Today’s guest is Crystal Patriarche, publicist for BookSparksPR . Crystal has spent time on both the agency and corporate sides, doing PR, corporate communications, corporate philanthropy as well as social media marketing and content for a variety of companies and media outlets. She runs her own virtual PR agency, CPVA, supporting companies across the nation by providing client facing or behind the scenes PR support and freelance writing on topics from books and authors to career women, motherhood, health, lifestyle and more. We’re thrilled she’s here with us today to pass along some of her wisdom. Enjoy!
Coordinating a book blog tour: Dotting your Rs and Crossing your… Rs
With Book Blogger Appreciation Week 2010 just behind us, it seemed a great time to talk about the growing importance of book blogs to a book publicity campaign. More authors are recognizing the importance and significance of doing official blog tours, but many may not know how to execute one effectively or the many things that need to be considered before you begin.
Whether you’re an author who’s going to tackle the book blogs yourself or hire someone to help, there’s so much more to a book blog tour than having nights and weekends free to email bloggers.

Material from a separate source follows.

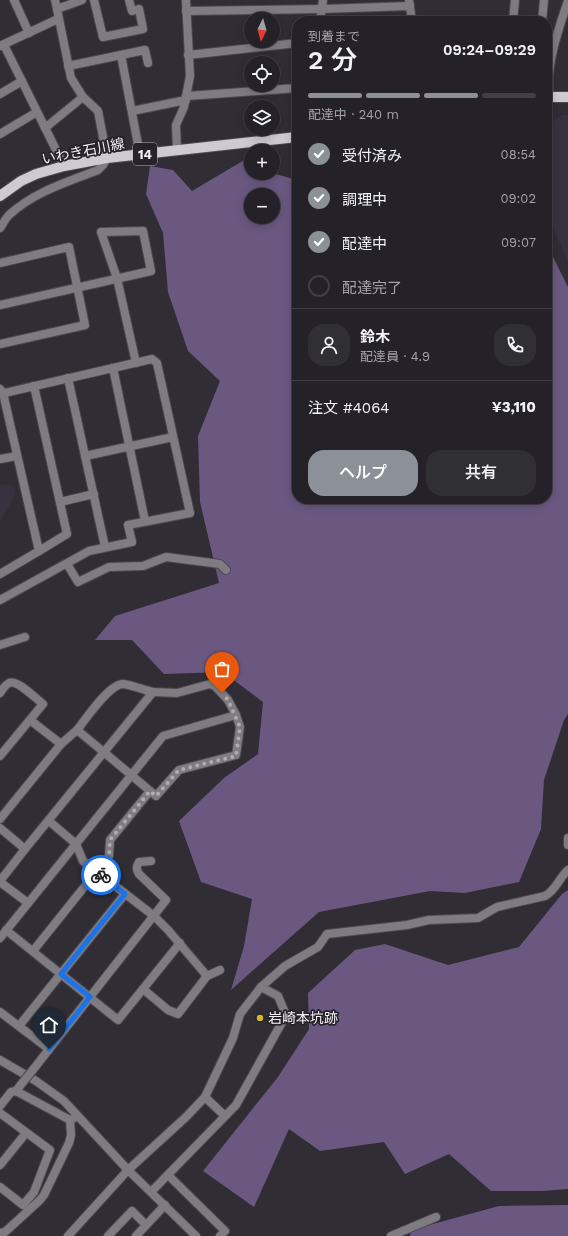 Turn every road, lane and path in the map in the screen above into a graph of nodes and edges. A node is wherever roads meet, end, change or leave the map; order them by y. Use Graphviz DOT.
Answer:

Your expectations for a book blog tour should be that it’s a huge undertaking and you need skills to be savvy, respectful, resourceful, organized and thorough. Definitely if you have a few bloggers you know yourself and can outreach to them, that’s great and you should use personal contacts. And if you’ve gotten a few bloggers who have learned about your book and contacted you early, then you’re ahead of the game already and you should make sure those bloggers get your book and everything they need. And double check – because you wouldn’t believe how many times a publisher says they’ve mailed to bloggers and those books never arrive. So if they’ve made an early request, try your best to show your appreciation and get them what they need.
Here are a few more important tips:
There are hundreds and hundreds of book blogs, each with very specific review guidelines, protocols, lead times, traffic information and styles. If you’re going to book your own blog tour, you need to know each policy, review each blog and find what they accept and what genres they like. You need to check out their profiles and find out their demographic info. If you have a women’s fiction novel and the heroine is married, over 40, and dealing with marriage and kid issues, you may not want to target a blogger who is young and has no children, because she might not relate well to the main character.
You need to know the lead times for each blog and realize many of them are months out. Many people think because it’s a blog, that you wait until the last minute and expect a review in a week or two. Many bloggers do this in their spare time as a passion and have other paying jobs and families; you need to respect their time, their policies, their opinions and treat each one like media with a lead time. The more lead time, the better.
If you want a reaction out of a blogger – meaning you want them to say yes they’ll review your book – you need to craft a pitch about your book that’s going to grab that blogger’s attention and make your book stand out from the 25 others they received that day. And also, make sure you’re adhering to their guidelines – most post them directly on their blogs.
And in turn, when they agree, you need to react by being super organized. Secure an agreeable date with them. Make sure they get the book in a timely manner. Make sure they have the images they need, the important links you want them to post. Make sure the book actually did arrive. Follow up to see if there are any questions or outstanding items. There’s a lot of back and forth and organization that has to take place.
Many authors say they want to focus on the “top” book bloggers or most popular or high-traffic blogs. If this is important to you, you need to know how to find out which ones have 3 readers or 3000. Which ones have a readership that gels with your book? Which ones are social media savvy? Which ones also post their reviews on multiple places like Goodreads, Amazon, Library Thing, etc. My philosophy is they’re all important and the more you know about them, the better.
There’s more to a book blog tour than just securing the reviews, too. You need to figure out ways to draw traffic to those blogs on the days your book review appears, you need to share those links and have a strategy for getting people reading not just one of your blog appearances but all of them. You need to share the links and reviews on your blog, your website, your Facebook page, and your Twitter account too. You need to go by the blog and comment.
Running a blog tour takes a lot of time, research, organization, diligence, strategy and effort. Online sites and book blogs are becoming as important to an author’s publicity push as traditional media–and should be treated that way. Blogs have lead times just like magazines. They should be pitched to just like magazines. They have faithful readers just like magazines.
You want to be smart and strategic about every piece of publicity you do – including book blogs.
Thanks so much, Crystal, for a great post!
Readers, let’s talk blog tours. What types of posts appeal to you? Conversely, does anything turn you off? And if you’re an author and have had a blog tour, do you have any additional lessons to share? The floor is yours.